_Work instructions:_ The pictures are to be left out when the listing below is reproduced word for word.

_Dataset entries:_
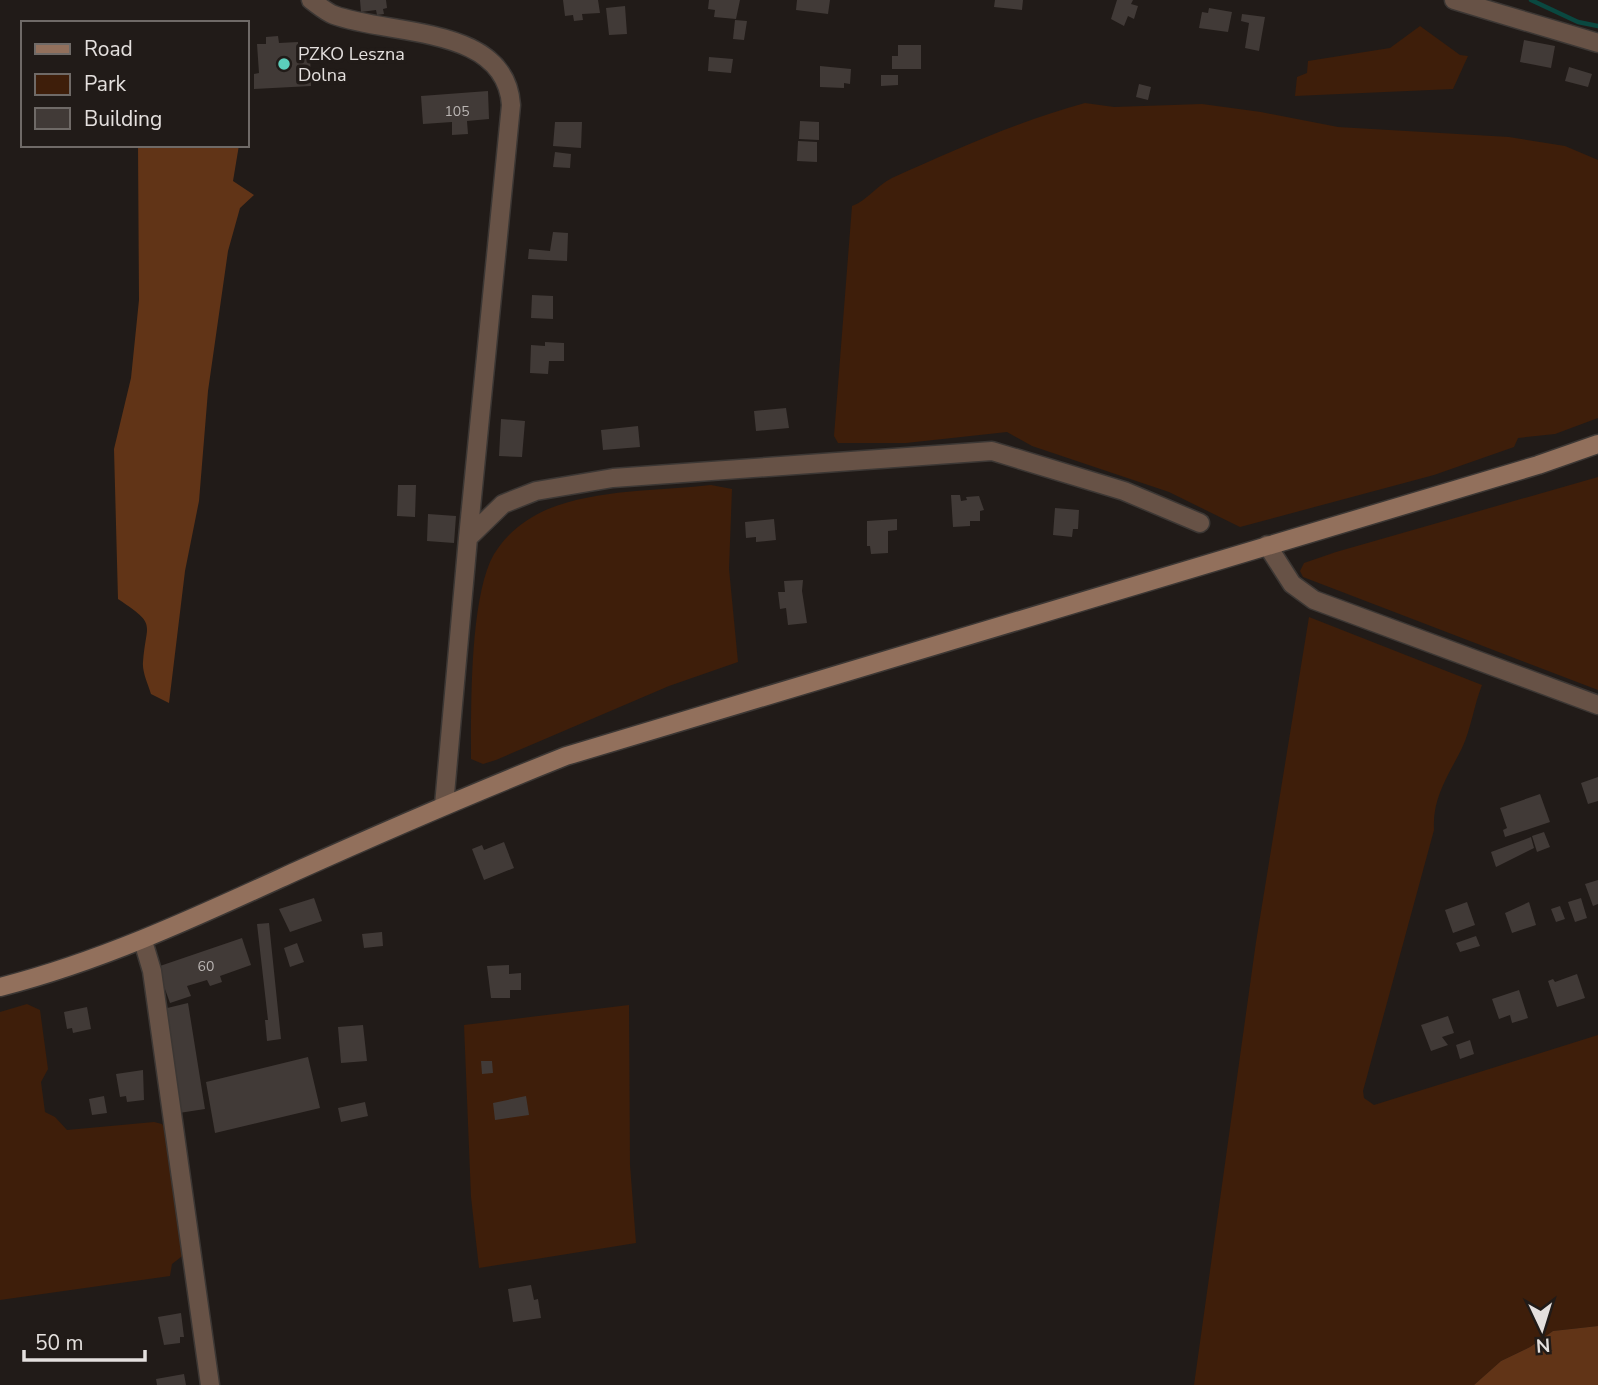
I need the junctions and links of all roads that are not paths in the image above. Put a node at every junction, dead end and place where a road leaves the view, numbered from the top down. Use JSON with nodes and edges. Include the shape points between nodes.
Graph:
{"nodes":[{"id":1,"x":312,"y":0,"type":"edge"},
{"id":2,"x":1454,"y":0,"type":"edge"},
{"id":3,"x":1598,"y":43,"type":"edge"},
{"id":4,"x":1598,"y":444,"type":"edge"},
{"id":5,"x":1200,"y":523,"type":"dead end"},
{"id":6,"x":468,"y":538,"type":"junction"},
{"id":7,"x":1267,"y":545,"type":"junction"},
{"id":8,"x":1598,"y":705,"type":"edge"},
{"id":9,"x":444,"y":805,"type":"junction"},
{"id":10,"x":142,"y":941,"type":"junction"},
{"id":11,"x":0,"y":987,"type":"edge"},
{"id":12,"x":210,"y":1385,"type":"edge"}],
"edges":[{"from":1,"to":6,"type":"street","via":[[331,14],[480,51],[497,65],[510,89]]},
{"from":2,"to":3,"type":"street"},
{"from":4,"to":7,"type":"street"},
{"from":5,"to":6,"type":"street","via":[[1124,491],[992,451],[600,480],[536,491],[503,504]]},
{"from":6,"to":9,"type":"street"},
{"from":7,"to":8,"type":"street","via":[[1292,584],[1314,600]]},
{"from":7,"to":9,"type":"street","via":[[566,757]]},
{"from":9,"to":10,"type":"street"},
{"from":10,"to":11,"type":"street"},
{"from":10,"to":12,"type":"street","via":[[152,971]]}]}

_Written solution:_
I need the junctions and links of all roads that are not paths in the image above. Put a node at every junction, dead end and place where a road leaves the view, numbered from the top down. Use JSON with nodes and edges. Include the shape points between nodes.
Graph:
{"nodes":[{"id":1,"x":312,"y":0,"type":"edge"},
{"id":2,"x":1454,"y":0,"type":"edge"},
{"id":3,"x":1598,"y":43,"type":"edge"},
{"id":4,"x":1598,"y":444,"type":"edge"},
{"id":5,"x":1200,"y":523,"type":"dead end"},
{"id":6,"x":468,"y":538,"type":"junction"},
{"id":7,"x":1267,"y":545,"type":"junction"},
{"id":8,"x":1598,"y":705,"type":"edge"},
{"id":9,"x":444,"y":805,"type":"junction"},
{"id":10,"x":142,"y":941,"type":"junction"},
{"id":11,"x":0,"y":987,"type":"edge"},
{"id":12,"x":210,"y":1385,"type":"edge"}],
"edges":[{"from":1,"to":6,"type":"street","via":[[331,14],[480,51],[497,65],[510,89]]},
{"from":2,"to":3,"type":"street"},
{"from":4,"to":7,"type":"street"},
{"from":5,"to":6,"type":"street","via":[[1124,491],[992,451],[600,480],[536,491],[503,504]]},
{"from":6,"to":9,"type":"street"},
{"from":7,"to":8,"type":"street","via":[[1292,584],[1314,600]]},
{"from":7,"to":9,"type":"street","via":[[566,757]]},
{"from":9,"to":10,"type":"street"},
{"from":10,"to":11,"type":"street"},
{"from":10,"to":12,"type":"street","via":[[152,971]]}]}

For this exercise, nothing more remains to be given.